- Born: June 9, 1937 (age 87) Orange, New Jersey, US
- Citizenship: American
- Education: MIT Stevens Institute of Technology Cornell University
- Known for: Blahut–Arimoto algorithm error control codes.
- Awards: IEEE Alexander Graham Bell Medal (1998) IEEE Claude E. Shannon Award (2005)
- Scientific career
- Fields: Information Theory Error Control Coding
- Institutions: IBM Cornell University University of Illinois at Urbana
- Thesis: An Hypothesis Testing Approach to Information Theory (1972)
- Doctoral advisor: Toby Berger

= Richard Blahut =

American electrical engineer (born 1937

Richard Ednard Blahut (born June 9, 1937) is an American electrical engineer, communications engineer, and information theorist. He is the former chair of the Electrical and Computer Engineering Department at the University of Illinois at Urbana–Champaign, is best known for his work in information theory, including the Blahut–Arimoto algorithm used in rate–distortion theory.

==Education and career==
Blahut was born in Orange, New Jersey and studied at Massachusetts Institute of Technology, where he received his B.S. in electrical engineering, followed by an M.S. in physics from Stevens Institute of Technology. He carried out his doctoral studies at Cornell University, where he received his PhD in electrical engineering in 1972 under the supervision of information theorist Toby Berger. After graduation, Blahut subsequently taught at Cornell from 1973 to 1994 while working at IBM.

Blahut has taught at Princeton University, the Swiss Federal Institute of Technology, the NATO Advanced Study Institute, and has also been a Consulting Professor at the South China University of Technology. He is also the Henryk Magnuski Professor of Electrical and Computer Engineering and is affiliated with the Coordinated Science Laboratory. Blahut retired from the University of Illinois in 2014.

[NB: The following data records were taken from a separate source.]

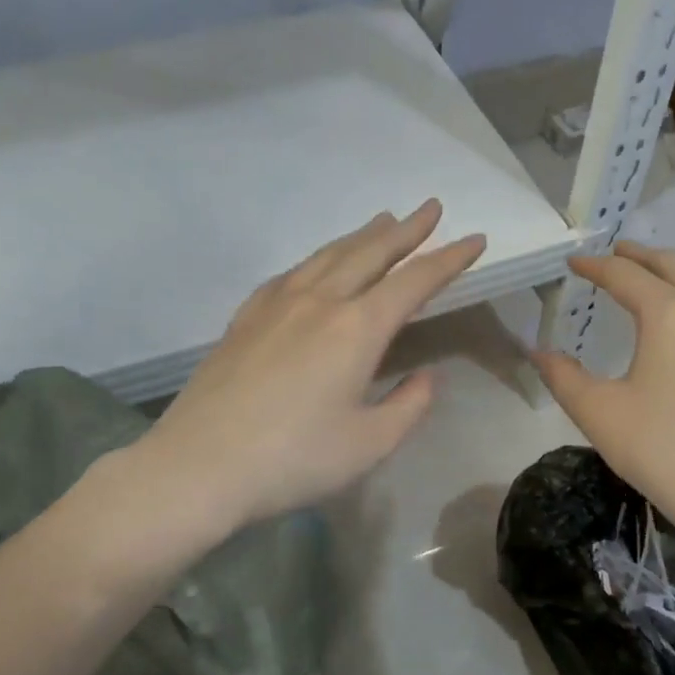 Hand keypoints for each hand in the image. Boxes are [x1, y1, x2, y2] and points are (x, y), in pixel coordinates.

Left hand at [139, 201, 484, 530]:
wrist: (199, 466)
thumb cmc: (294, 460)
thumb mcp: (369, 444)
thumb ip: (408, 405)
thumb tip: (426, 376)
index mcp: (356, 329)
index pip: (414, 282)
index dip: (449, 259)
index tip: (475, 240)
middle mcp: (319, 302)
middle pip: (370, 253)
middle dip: (406, 230)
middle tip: (430, 208)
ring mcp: (276, 305)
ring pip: (328, 256)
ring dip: (361, 237)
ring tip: (383, 221)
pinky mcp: (245, 318)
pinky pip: (290, 274)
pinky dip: (317, 260)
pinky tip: (316, 266)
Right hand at [532, 241, 674, 547]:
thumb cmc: (663, 450)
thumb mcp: (599, 413)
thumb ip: (563, 377)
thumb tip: (539, 352)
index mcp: (669, 313)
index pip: (625, 275)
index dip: (595, 265)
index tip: (573, 262)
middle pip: (673, 265)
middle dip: (639, 255)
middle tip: (614, 254)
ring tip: (657, 275)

==Awards and recognition==
Blahut was elected a fellow of the IEEE in 1981 for the development of passive surveillance systems and for contributions to information theory and error control codes. He received the Japan Society for the Promotion of Science Fellowship in 1982, when he was also the President of the IEEE Information Theory Society. He was elected a member of the National Academy of Engineering in 1990 for pioneering work in coherent emitter signal processing and for contributions to information theory and error control codes. While working at IBM, Blahut received the IBM Outstanding Contribution Award (1976), Outstanding Innovation Award (1968, 1978), Corporate Recognition Award (1979). He became a fellow of the IBM Corporation in 1980.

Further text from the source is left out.